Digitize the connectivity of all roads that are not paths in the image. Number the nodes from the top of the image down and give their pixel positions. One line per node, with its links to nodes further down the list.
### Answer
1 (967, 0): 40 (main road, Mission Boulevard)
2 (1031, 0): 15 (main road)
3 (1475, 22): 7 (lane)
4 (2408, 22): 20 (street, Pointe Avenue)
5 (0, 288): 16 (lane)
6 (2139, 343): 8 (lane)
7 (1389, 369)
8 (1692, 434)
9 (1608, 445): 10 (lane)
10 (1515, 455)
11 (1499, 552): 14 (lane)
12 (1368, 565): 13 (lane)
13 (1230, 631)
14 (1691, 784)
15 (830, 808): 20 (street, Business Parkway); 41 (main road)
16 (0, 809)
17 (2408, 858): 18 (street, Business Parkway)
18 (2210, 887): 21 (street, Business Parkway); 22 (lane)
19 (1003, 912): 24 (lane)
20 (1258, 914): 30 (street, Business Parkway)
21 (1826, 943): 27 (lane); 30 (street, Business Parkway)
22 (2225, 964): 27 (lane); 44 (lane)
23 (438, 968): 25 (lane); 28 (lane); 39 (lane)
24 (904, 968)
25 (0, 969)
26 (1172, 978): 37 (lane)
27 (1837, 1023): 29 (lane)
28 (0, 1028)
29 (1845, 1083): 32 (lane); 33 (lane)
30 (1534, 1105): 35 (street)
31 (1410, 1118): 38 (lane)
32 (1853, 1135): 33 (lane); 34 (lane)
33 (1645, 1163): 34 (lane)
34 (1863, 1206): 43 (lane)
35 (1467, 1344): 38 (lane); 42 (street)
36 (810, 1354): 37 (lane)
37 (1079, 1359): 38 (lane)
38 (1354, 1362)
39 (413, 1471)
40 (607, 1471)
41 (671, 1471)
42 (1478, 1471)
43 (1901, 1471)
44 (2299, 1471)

──────────

> [What you will do]: For each line of the listing that holds the word "main", show that line.

> [Response area]:
1 (967, 0): 40 (main road, Mission Boulevard)
2 (1031, 0): 15 (main road)
15 (830, 808): 20 (street, Business Parkway); 41 (main road)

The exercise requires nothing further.